*** Opening Exercise data ***

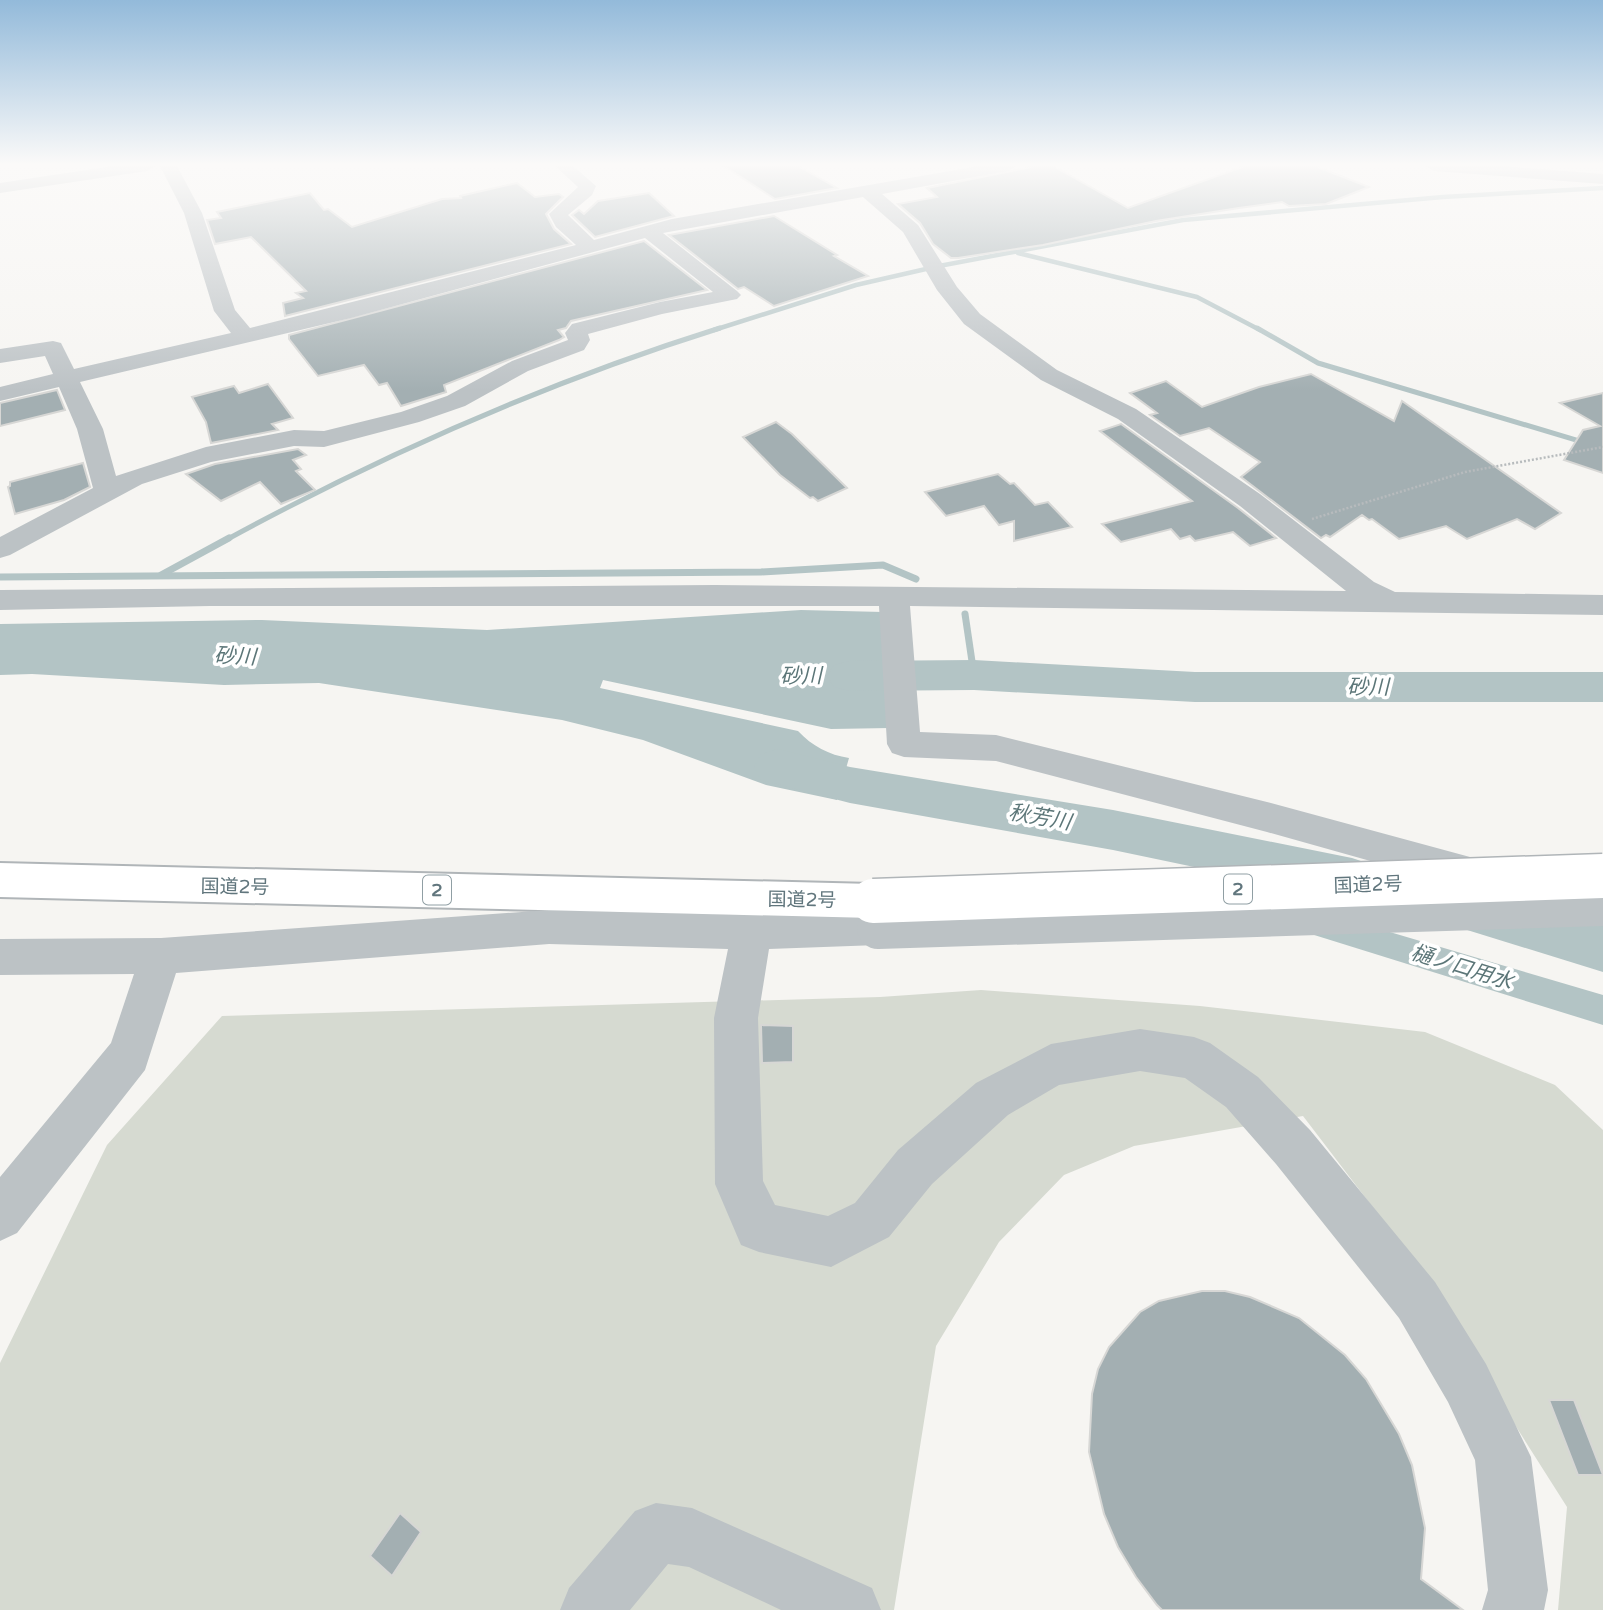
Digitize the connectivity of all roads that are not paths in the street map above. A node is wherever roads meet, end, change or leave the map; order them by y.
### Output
1 (202, 241) edge
2 (584, 241) edge
3 (612, 241) edge
4 (661, 241) edge
5 (920, 241) edge
6 (591, 247) junction
7 (245, 336) junction
8 (0, 356) edge
9 (68, 377) junction
10 (0, 394) edge
11 (107, 490) junction
12 (0, 549) edge
13 (894, 596) junction
14 (0, 600) edge
15 (1391, 601) junction
16 (1603, 605) edge
17 (1603, 876) edge
18 (0, 880) edge
19 (1603, 907) edge
20 (876, 915) junction
21 (752, 932) junction
22 (0, 957) edge
23 (161, 957) junction
24 (0, 1216) edge
25 (591, 1610) edge
26 (850, 1610) edge
27 (1513, 1610) edge

1 - 7 street
2 - 6 street
3 - 6 street
4 - 11 street
5 - 15 street
6 - 7 street
7 - 9 street
8 - 9 street
9 - 10 street
9 - 11 street
11 - 12 street
13 - 14 street
13 - 15 street
13 - 19 street
15 - 16 street
17 - 20 highway, 国道2号 / 2, bridge
18 - 20 highway, 国道2号 / 2
19 - 20 street, bridge
20 - 21 street
21 - 23 street
21 - 27 street
22 - 23 street
23 - 24 street
25 - 26 street

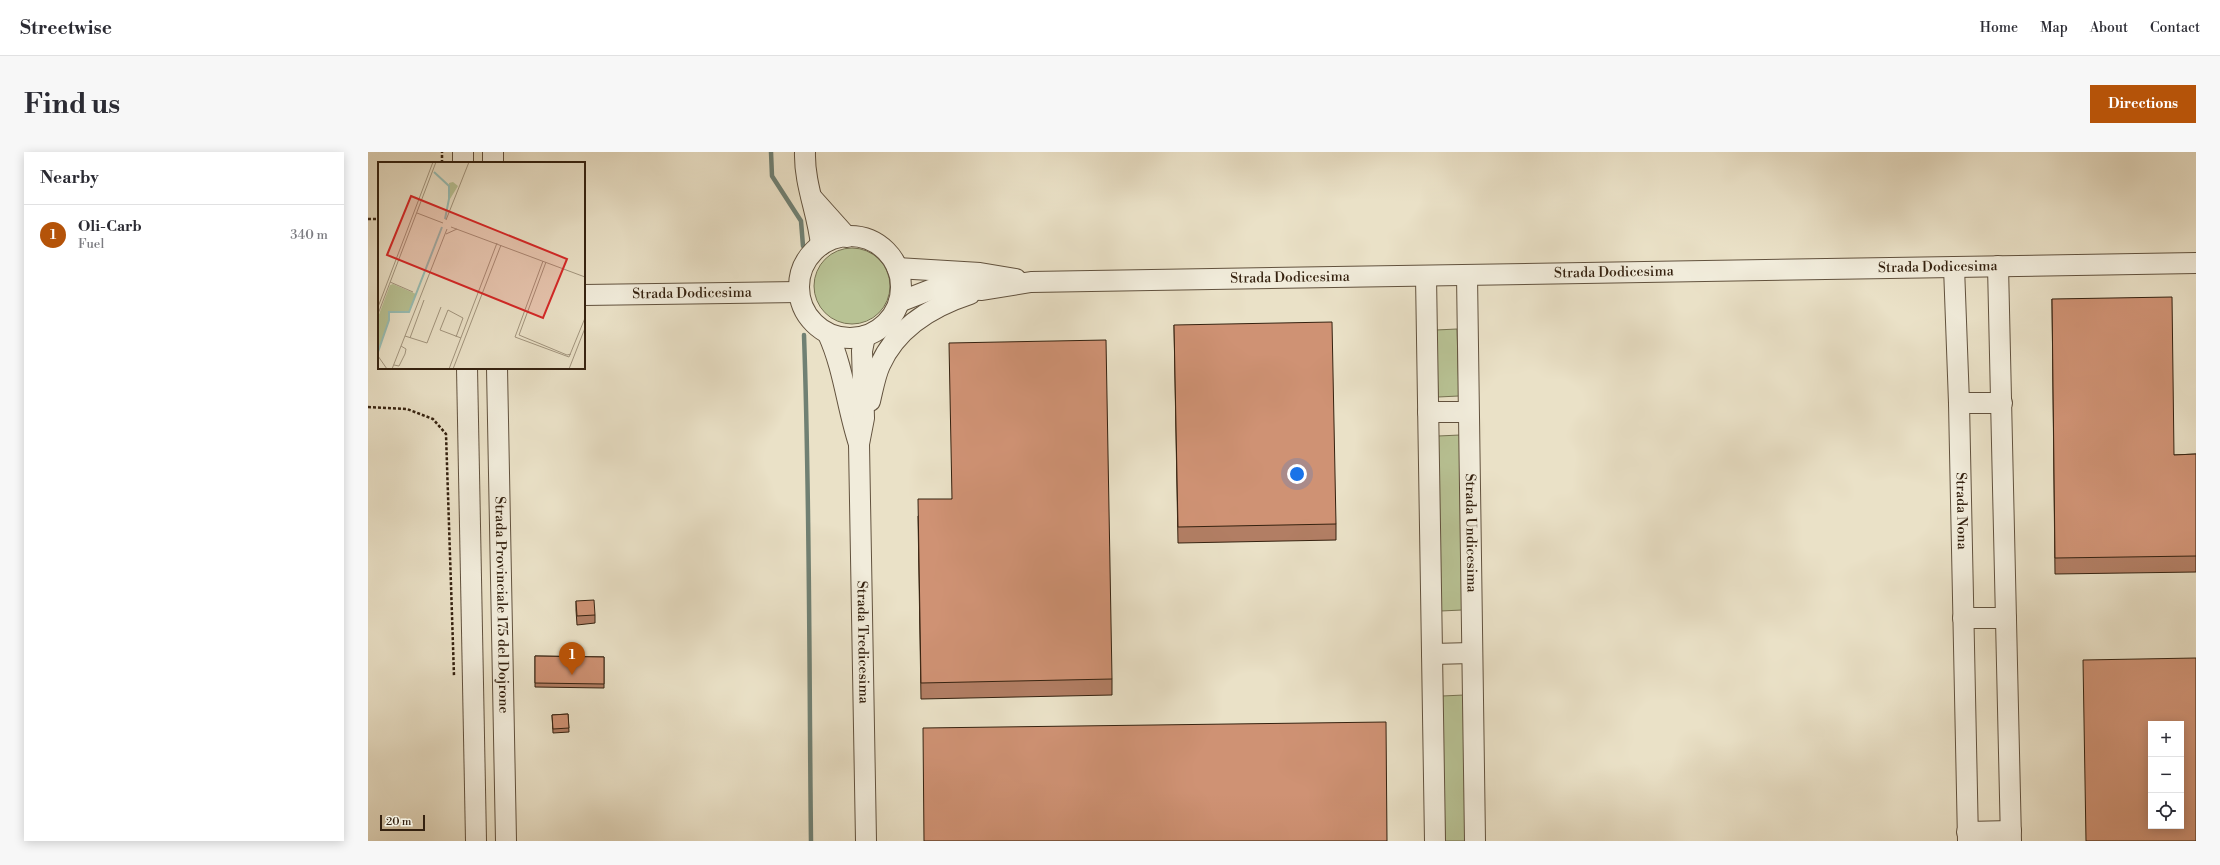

*** Closing Exercise data ***

Copy each line from the data that features the string "junction".

6 (591, 247) junction
7 (245, 336) junction
9 (68, 377) junction
11 (107, 490) junction
13 (894, 596) junction
15 (1391, 601) junction
20 (876, 915) junction
21 (752, 932) junction
23 (161, 957) junction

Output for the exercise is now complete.